Options granted under the Plan may be Incentive Stock Options or
Nonstatutory Stock Options, as determined by the Administrator at the time of
grant. Stock Purchase Rights may also be granted under the Plan.
2. Definitions. As used herein, the following definitions shall apply:
(a) "Administrator" means the Board or any of its Committees as
shall be administering the Plan, in accordance with Section 4 of the Plan.
(b) "Applicable Laws" means the requirements relating to the
administration of stock option plans under U. S. state corporate laws, U.S.
federal and state securities laws, the Code, any stock exchange or quotation
system on which the Common Stock is listed or quoted and the applicable laws of
any foreign country or jurisdiction where Options or Stock Purchase Rights are,
or will be, granted under the Plan.
(c) "Board" means the Board of Directors of the Company.
(d) "Code" means the Internal Revenue Code of 1986, as amended.
(e) "Committee" means a committee of Directors appointed by the
Board in accordance with Section 4 of the Plan.
(f) "Common Stock" means the common stock of the Company.
(g) "Company" means Indus International, Inc., a Delaware
corporation.
(h) "Consultant" means any person, including an advisor, engaged
by the Company or a Parent or Subsidiary to render services to such entity.
(i) "Director" means a member of the Board.
(j) "Disability" means total and permanent disability as defined
in Section 22(e)(3) of the Code.
(k) "Employee" means any person, including Officers and
Directors, who is employed by the Company or any Parent or Subsidiary of the
Company. A Service Provider shall not cease to be an Employee in the case of
(i) any leave of absence approved by the Company or (ii) transfers between
locations of the Company or between the Company, its Parent, any Subsidiary, or
any successor. For purposes of Incentive Stock Options, no such leave may exceed
ninety days, unless reemployment upon expiration of such leave is guaranteed by
statute or contract. If reemployment upon expiration of a leave of absence
approved by the Company is not so guaranteed, on the 181st day of such leave any
Incentive Stock Option held by the Optionee shall cease to be treated as an
Incentive Stock Option and shall be treated for tax purposes as a Nonstatutory
Stock Option.

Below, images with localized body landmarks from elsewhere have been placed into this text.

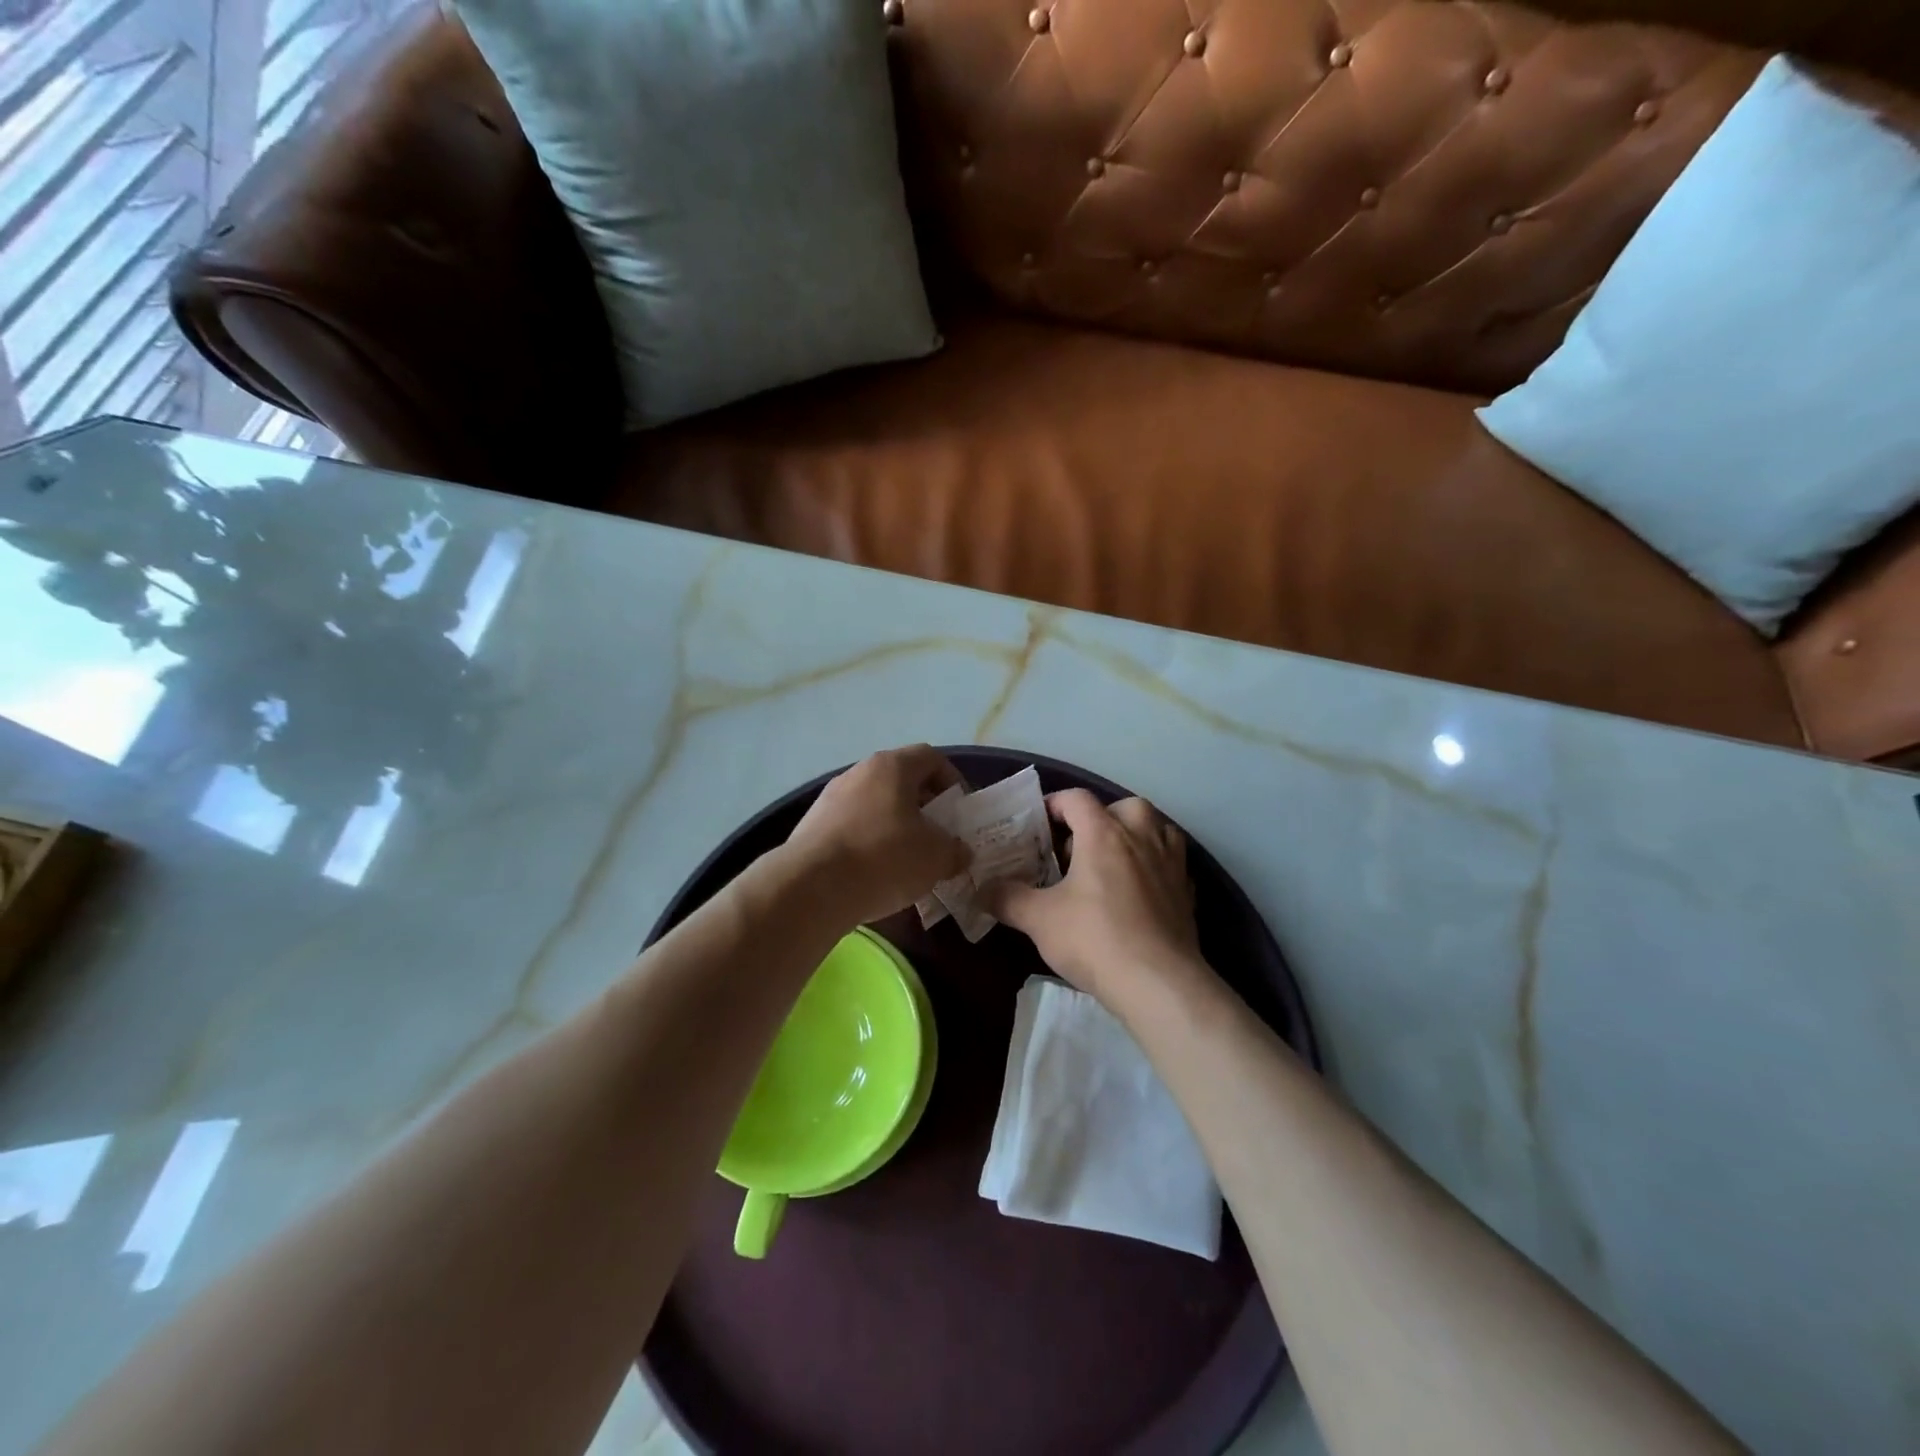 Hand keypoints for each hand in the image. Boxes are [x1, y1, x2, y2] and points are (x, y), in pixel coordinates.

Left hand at [783, 745, 970, 926]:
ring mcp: (830, 798)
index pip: (931, 758)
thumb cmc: (884, 857)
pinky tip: (875, 874)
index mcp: (892, 766)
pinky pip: (852, 827)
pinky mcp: (812, 826)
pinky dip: (869, 843)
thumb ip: (955, 850)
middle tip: (937, 837)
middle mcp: (858, 773)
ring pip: (874, 805)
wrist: (811, 887)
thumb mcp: (936, 857)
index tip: (959, 811)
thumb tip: (959, 852)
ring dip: (895, 827)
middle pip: (900, 781)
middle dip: (924, 808)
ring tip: (907, 861)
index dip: (952, 780)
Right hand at [985, 789, 1207, 1008]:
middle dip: (1101, 818)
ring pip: (1157, 829)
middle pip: (1125, 806)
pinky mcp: (1188, 893)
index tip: (1038, 824)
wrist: (1158, 983)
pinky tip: (1141, 891)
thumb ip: (1007, 899)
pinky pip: (1172, 864)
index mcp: (1104, 834)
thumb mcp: (1038, 920)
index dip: (1055, 804)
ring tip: (1114, 862)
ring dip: (1136, 836)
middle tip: (1079, 847)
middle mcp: (1142, 838)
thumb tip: (981, 890)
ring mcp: (1170, 864)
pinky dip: (1156, 867)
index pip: (1077, 799)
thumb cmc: (1094, 939) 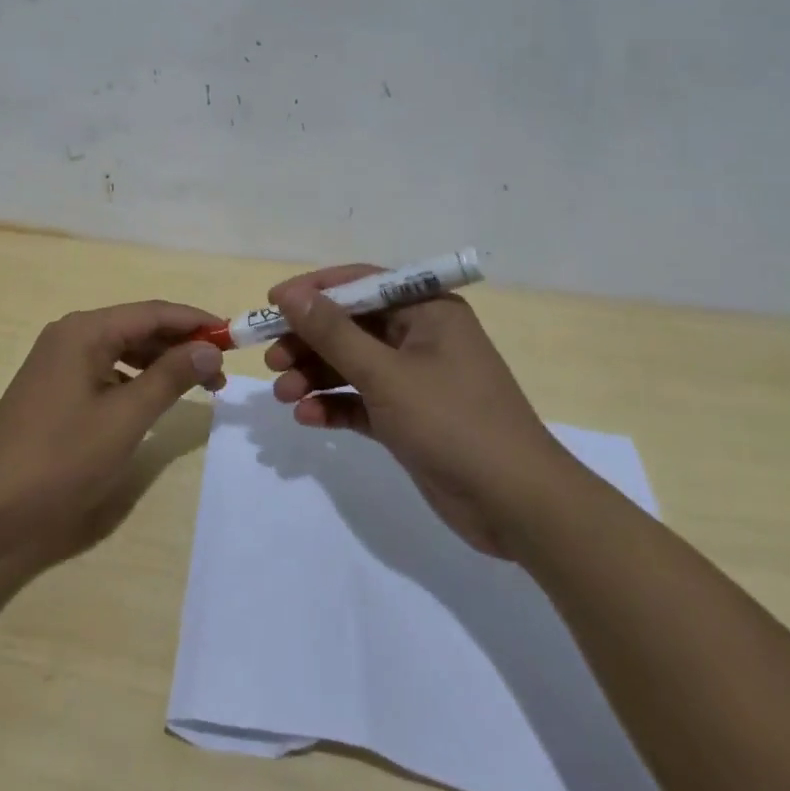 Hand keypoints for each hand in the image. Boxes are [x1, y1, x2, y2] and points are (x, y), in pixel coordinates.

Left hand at [0, 300, 224, 571]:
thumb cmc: (61, 457)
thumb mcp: (125, 418)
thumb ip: (169, 378)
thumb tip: (209, 349)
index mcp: (85, 330)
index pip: (152, 312)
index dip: (195, 322)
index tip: (233, 336)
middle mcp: (70, 335)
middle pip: (137, 327)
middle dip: (181, 344)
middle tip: (220, 370)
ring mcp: (58, 361)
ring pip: (122, 349)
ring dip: (160, 362)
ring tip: (198, 384)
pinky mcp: (54, 387)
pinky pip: (105, 369)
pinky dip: (135, 378)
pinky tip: (153, 398)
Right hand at [265, 265, 583, 557]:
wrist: (518, 507)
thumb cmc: (454, 422)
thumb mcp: (385, 374)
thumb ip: (333, 333)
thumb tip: (290, 294)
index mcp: (427, 310)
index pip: (360, 283)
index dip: (313, 291)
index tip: (271, 304)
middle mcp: (420, 337)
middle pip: (351, 326)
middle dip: (309, 341)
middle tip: (270, 359)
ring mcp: (415, 379)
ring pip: (351, 364)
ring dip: (315, 375)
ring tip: (283, 394)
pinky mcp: (409, 417)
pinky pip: (361, 400)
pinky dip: (334, 405)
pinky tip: (307, 418) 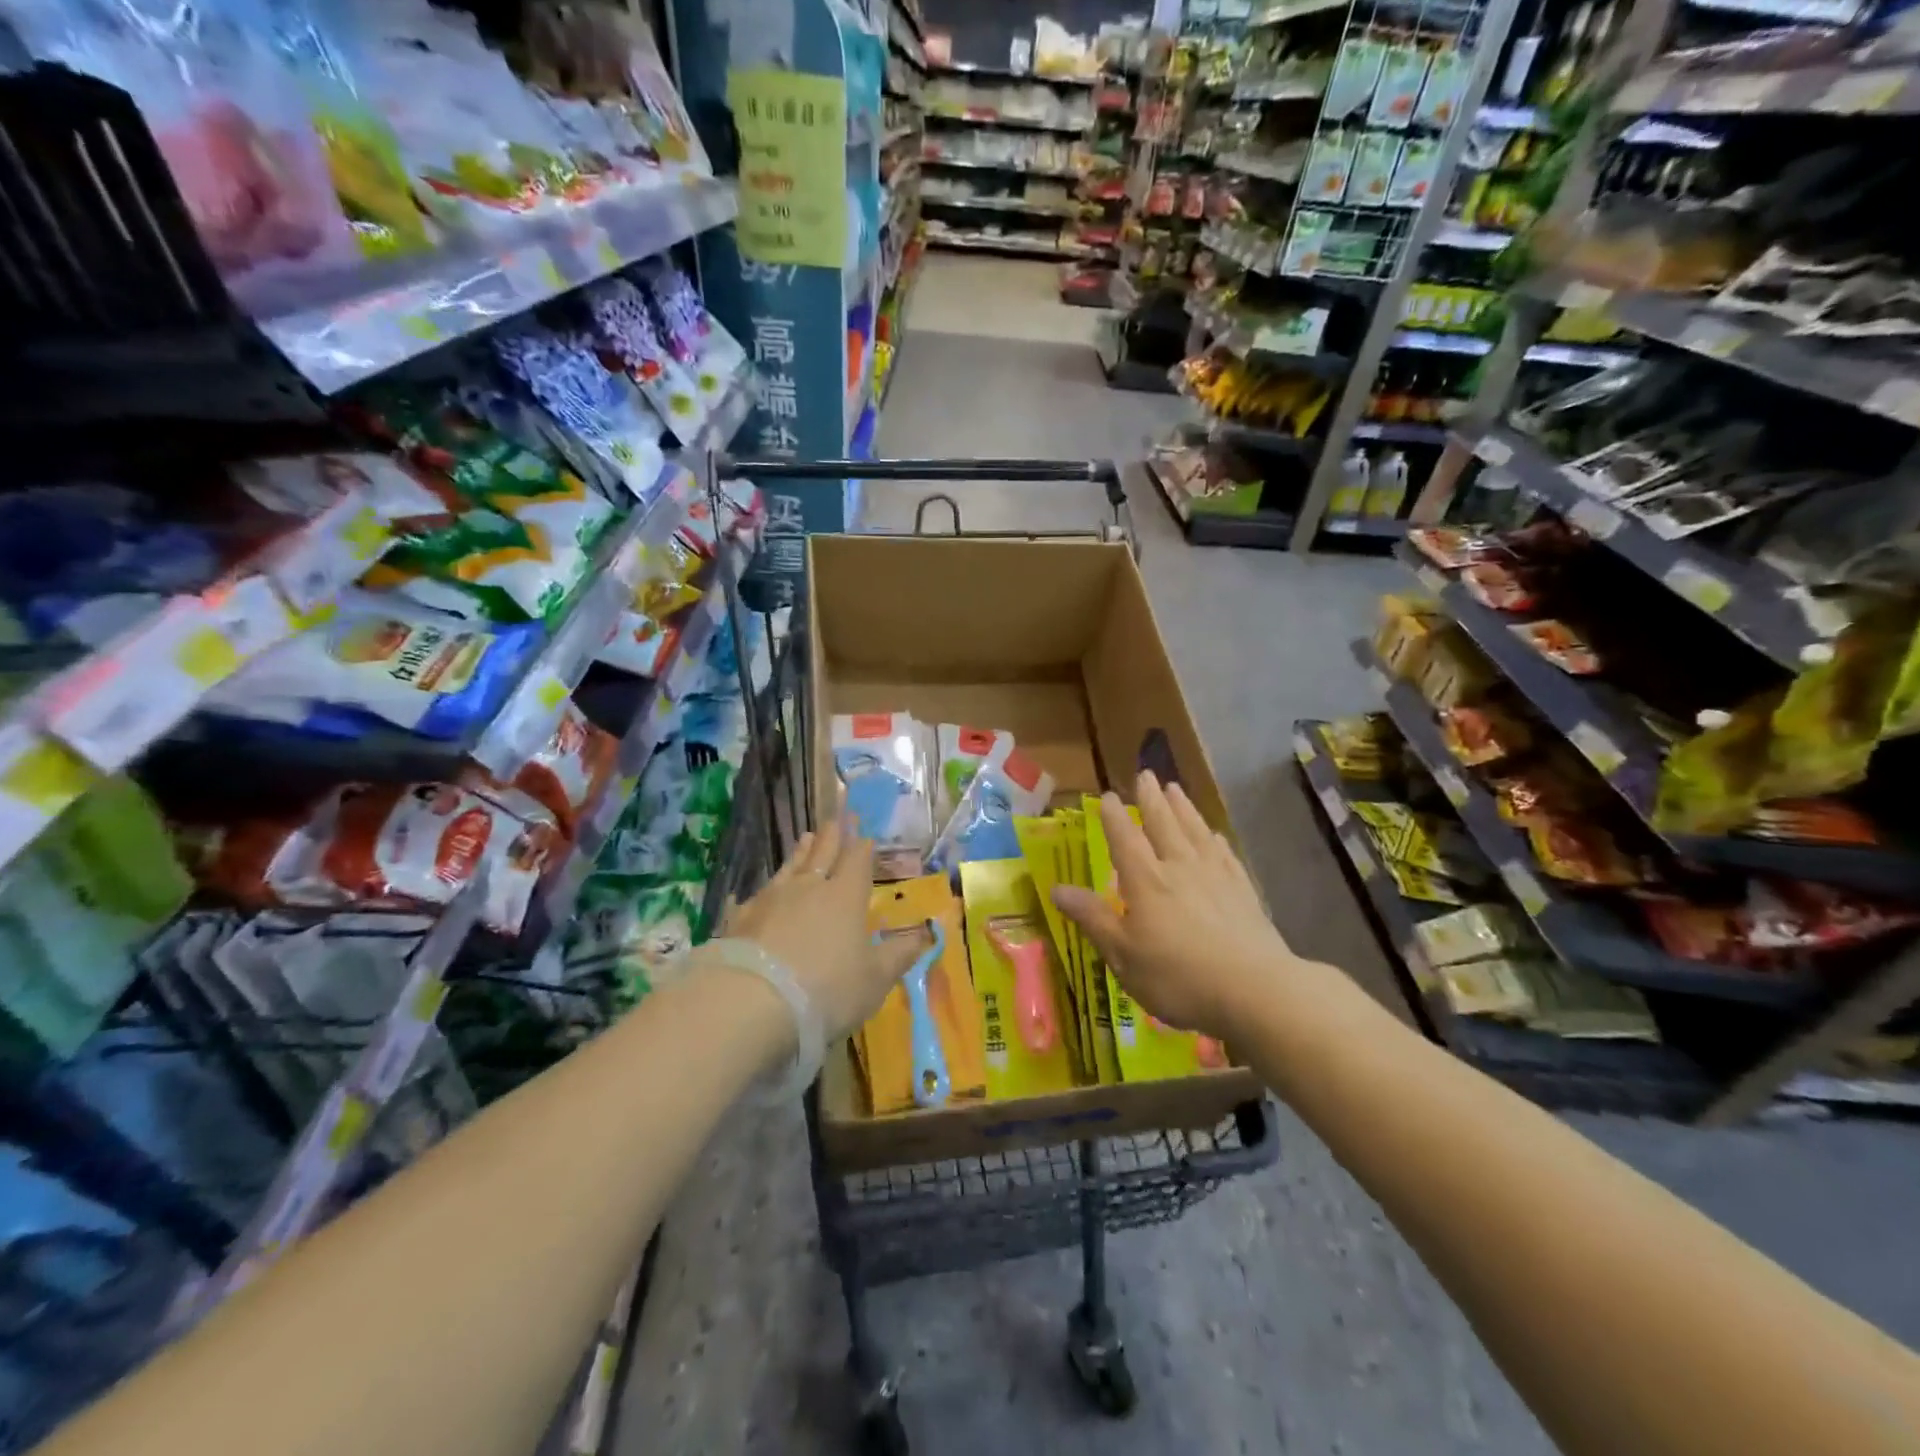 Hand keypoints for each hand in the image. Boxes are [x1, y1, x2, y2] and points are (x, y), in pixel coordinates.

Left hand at [720, 813, 921, 1041]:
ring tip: (805, 837)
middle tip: (836, 817)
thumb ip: (899, 955)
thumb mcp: (875, 980)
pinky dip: (764, 889)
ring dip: (801, 852)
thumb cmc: (827, 989)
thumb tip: (925, 934)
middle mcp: (809, 888)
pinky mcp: (741, 919)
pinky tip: (759, 891)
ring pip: (790, 868)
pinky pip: (757, 895)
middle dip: (832, 836)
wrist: (751, 1002)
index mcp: (845, 897)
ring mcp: (772, 900)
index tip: (864, 833)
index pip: (857, 861)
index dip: (862, 847)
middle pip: (823, 854)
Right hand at [1052, 772, 1291, 1041]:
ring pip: (1195, 831)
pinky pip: (1225, 854)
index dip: (1114, 817)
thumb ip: (1092, 918)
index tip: (1108, 796)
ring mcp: (1216, 876)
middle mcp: (1179, 868)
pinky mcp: (1243, 891)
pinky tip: (1214, 834)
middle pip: (1163, 824)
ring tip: (1175, 788)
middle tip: (1146, 774)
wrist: (1255, 990)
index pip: (1125, 839)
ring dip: (1183, 808)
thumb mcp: (1123, 954)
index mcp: (1146, 881)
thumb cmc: (1178, 977)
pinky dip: (1215, 839)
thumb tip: (1057, 889)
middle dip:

Neither service as a Director nor payment of a director's fee by
the Company shall be sufficient to constitute "employment" by the Company.
(l) "Exchange Act" means the Securities Exchange Act of 1934, as
amended.
(m) "Fair Market Value" means, as of any date, the value of
Common Stock determined as follows:
(i) If the Common Stock is listed on any established stock
exchange or a national market system, including without limitation the Nasdaq
National Market or The Nasdaq SmallCap Market of The Nasdaq Stock Market, its
Fair Market Value
21
<PAGE>
shall be the closing sales price for such stock (or the closing bid, if no sales
were reported) as quoted on such exchange or system for the last market trading
day prior to the time of determination, as reported in The Wall Street Journal
or such other source as the Administrator deems reliable;
(ii) If the Common Stock is regularly quoted by a recognized
securities dealer but selling prices are not reported, the Fair Market Value of
a Share of Common Stock shall be the mean between the high bid and low asked
prices for the Common Stock on the last market trading day prior to the day of
determination, as reported in The Wall Street Journal or such other source as
the Administrator deems reliable; or
(iii) In the absence of an established market for the Common
Stock, the Fair Market Value shall be determined in good faith by the
Administrator.
(n) "Incentive Stock Option" means an Option intended to qualify
as an incentive stock option within the meaning of Section 422 of the Code and
the regulations promulgated thereunder.
(o) "Nonstatutory Stock Option" means an Option not intended to
qualify as an Incentive Stock Option.
(p) "Notice of Grant" means a written or electronic notice
evidencing certain terms and conditions of an individual Option or Stock
Purchase Right grant. The Notice of Grant is part of the Option Agreement.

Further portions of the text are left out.